*Requirement*: Go through the data and tally the lines that include "content". The reply is that number alone.

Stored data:
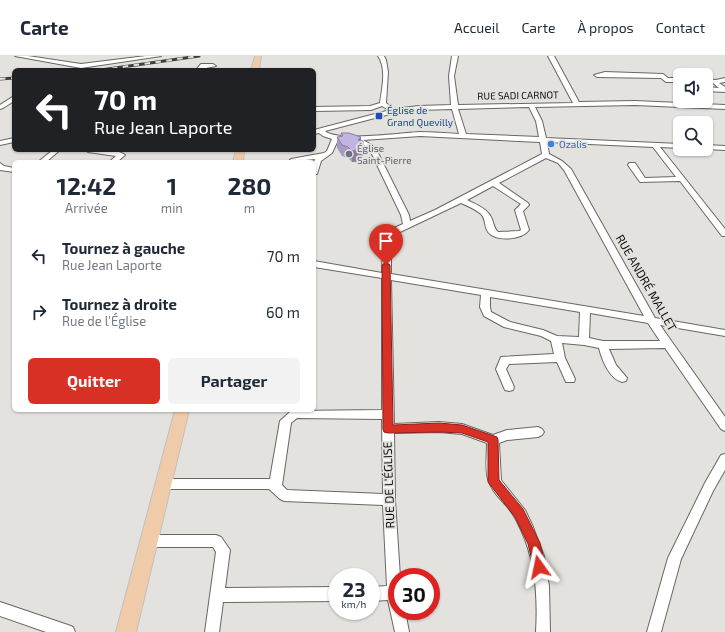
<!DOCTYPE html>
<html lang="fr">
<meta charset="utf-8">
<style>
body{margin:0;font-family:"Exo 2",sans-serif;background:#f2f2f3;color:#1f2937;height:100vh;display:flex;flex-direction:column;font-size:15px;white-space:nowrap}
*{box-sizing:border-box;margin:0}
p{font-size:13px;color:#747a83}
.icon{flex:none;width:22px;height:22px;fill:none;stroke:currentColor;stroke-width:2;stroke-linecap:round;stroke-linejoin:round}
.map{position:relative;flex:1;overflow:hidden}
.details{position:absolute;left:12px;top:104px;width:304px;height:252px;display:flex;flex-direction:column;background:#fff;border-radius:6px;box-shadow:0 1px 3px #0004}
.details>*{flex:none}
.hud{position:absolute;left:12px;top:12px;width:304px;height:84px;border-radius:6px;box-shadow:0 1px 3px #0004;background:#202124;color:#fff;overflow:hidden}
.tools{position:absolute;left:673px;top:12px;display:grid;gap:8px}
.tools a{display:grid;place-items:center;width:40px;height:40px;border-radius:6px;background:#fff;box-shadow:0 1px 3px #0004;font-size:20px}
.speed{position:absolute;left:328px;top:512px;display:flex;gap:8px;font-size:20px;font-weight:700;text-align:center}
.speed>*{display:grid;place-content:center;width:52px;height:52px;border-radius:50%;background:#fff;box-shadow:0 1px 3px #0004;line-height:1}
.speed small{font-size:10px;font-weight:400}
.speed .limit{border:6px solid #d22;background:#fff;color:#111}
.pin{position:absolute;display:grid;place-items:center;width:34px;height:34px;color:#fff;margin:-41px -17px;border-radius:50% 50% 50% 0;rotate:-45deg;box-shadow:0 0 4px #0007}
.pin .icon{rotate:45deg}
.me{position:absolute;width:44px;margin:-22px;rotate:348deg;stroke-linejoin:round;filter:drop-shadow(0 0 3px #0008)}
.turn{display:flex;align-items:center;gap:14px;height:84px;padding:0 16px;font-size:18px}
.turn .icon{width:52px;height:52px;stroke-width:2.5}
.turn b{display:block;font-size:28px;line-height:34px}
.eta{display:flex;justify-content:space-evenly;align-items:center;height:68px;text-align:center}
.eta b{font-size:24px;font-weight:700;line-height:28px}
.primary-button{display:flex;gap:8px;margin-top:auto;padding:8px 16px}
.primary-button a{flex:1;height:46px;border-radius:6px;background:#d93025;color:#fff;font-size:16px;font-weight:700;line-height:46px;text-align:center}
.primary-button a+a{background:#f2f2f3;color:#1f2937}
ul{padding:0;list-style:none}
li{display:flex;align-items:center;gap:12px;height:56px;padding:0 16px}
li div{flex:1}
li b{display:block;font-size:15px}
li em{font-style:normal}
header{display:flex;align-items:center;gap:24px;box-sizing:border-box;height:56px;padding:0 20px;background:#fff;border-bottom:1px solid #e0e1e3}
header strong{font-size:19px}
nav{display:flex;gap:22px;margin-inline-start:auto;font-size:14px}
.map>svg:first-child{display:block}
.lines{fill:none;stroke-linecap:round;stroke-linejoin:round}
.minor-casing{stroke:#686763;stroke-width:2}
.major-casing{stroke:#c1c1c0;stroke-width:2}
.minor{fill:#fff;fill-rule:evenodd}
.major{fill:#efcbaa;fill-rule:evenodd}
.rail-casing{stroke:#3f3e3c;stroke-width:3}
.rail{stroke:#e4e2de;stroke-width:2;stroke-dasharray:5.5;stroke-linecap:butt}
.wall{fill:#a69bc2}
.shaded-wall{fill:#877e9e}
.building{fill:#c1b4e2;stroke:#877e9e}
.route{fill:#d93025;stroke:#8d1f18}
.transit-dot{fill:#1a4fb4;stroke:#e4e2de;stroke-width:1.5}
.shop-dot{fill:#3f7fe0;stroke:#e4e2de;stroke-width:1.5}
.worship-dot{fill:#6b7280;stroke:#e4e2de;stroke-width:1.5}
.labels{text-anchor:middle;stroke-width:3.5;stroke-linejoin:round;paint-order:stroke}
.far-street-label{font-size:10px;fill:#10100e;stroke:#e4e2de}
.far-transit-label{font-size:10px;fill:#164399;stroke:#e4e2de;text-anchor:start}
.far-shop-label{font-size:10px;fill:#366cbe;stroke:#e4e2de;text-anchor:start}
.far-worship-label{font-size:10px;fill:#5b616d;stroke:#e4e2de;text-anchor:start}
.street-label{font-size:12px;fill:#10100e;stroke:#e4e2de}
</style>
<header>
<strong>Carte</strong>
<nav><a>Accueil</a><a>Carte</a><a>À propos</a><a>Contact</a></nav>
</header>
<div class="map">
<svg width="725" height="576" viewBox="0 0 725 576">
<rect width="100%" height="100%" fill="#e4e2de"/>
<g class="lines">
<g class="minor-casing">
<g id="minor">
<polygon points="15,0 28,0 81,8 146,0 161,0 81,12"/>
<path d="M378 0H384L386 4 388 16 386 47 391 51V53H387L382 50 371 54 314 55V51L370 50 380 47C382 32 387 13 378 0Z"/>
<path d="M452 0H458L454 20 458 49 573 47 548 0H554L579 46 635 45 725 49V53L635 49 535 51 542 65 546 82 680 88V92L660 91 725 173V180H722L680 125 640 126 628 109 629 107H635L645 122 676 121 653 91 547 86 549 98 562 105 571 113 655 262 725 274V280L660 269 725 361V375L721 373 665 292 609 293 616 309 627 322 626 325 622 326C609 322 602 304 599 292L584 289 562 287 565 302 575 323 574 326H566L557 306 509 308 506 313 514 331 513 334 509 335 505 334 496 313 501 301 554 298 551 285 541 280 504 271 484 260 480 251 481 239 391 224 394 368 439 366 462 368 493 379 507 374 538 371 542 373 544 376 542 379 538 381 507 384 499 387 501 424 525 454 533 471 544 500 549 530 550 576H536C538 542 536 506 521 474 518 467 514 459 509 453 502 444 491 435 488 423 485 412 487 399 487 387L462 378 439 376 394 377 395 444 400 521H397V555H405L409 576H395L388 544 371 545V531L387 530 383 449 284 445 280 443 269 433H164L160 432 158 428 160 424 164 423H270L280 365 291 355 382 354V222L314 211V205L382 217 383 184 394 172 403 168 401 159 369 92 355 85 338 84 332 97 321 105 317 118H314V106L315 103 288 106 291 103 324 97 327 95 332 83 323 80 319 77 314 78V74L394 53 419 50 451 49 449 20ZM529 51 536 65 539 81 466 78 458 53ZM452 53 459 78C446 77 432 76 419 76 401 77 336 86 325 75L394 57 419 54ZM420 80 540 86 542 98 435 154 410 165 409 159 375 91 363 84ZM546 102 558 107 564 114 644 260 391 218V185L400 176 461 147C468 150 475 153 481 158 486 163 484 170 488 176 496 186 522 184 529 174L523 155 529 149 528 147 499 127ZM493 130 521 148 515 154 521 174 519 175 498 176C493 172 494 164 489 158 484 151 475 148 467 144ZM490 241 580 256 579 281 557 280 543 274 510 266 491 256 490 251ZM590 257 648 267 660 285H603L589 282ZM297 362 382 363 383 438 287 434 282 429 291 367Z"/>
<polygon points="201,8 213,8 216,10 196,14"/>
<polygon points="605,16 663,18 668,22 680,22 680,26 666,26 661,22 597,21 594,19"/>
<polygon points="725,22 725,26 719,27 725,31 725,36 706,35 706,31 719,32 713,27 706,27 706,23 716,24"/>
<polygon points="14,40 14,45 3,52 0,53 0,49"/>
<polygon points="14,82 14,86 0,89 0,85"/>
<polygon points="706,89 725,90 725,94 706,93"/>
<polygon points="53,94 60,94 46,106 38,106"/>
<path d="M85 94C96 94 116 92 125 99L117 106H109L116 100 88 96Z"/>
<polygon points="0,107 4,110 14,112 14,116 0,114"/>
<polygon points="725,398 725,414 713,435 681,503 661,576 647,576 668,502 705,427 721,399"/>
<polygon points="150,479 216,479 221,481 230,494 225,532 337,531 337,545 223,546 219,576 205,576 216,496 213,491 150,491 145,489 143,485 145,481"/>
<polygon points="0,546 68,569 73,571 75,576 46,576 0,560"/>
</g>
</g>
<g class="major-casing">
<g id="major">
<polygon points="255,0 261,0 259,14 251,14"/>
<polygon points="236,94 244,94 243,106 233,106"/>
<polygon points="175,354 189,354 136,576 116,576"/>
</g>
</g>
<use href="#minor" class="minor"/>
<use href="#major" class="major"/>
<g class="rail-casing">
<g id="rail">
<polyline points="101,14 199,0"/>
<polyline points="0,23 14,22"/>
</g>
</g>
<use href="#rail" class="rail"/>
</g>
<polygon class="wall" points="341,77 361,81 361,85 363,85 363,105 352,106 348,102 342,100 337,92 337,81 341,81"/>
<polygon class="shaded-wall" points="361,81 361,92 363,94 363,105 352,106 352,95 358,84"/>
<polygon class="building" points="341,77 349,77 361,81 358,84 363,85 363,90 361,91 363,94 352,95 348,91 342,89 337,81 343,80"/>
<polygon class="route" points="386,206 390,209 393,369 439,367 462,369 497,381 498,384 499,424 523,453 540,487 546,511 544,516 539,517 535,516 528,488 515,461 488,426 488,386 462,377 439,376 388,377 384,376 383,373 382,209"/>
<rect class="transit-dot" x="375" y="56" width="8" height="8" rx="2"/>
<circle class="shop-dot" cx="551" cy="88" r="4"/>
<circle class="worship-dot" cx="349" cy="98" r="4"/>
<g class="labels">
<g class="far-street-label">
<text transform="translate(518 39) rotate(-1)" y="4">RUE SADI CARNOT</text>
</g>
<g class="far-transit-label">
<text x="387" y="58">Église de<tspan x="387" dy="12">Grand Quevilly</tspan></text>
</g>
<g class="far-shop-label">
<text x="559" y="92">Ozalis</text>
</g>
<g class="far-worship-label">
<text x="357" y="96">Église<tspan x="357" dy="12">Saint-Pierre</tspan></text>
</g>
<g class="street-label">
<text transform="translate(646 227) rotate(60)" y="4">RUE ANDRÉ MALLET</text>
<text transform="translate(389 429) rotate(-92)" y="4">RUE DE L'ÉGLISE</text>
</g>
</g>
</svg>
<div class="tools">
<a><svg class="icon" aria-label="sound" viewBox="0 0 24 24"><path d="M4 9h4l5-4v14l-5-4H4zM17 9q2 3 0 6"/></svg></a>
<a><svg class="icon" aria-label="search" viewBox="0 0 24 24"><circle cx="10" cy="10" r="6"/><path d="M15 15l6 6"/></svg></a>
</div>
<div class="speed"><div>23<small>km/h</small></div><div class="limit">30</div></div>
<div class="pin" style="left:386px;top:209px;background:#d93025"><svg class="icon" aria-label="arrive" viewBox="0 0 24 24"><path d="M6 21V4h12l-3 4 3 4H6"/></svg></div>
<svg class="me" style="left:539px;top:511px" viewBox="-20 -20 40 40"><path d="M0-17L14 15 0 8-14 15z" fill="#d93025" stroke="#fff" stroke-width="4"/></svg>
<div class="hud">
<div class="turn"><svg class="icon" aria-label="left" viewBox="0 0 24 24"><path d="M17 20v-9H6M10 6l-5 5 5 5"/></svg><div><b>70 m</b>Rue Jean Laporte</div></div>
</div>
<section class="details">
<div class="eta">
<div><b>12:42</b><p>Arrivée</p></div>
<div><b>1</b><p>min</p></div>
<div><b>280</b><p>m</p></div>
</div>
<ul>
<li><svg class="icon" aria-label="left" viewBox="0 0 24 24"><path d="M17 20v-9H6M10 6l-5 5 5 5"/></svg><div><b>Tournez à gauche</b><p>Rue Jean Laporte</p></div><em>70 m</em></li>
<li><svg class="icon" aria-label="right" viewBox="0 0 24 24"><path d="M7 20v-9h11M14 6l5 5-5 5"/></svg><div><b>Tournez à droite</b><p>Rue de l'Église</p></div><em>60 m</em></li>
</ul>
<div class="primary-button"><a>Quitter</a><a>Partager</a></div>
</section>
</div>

*Written solution*: 2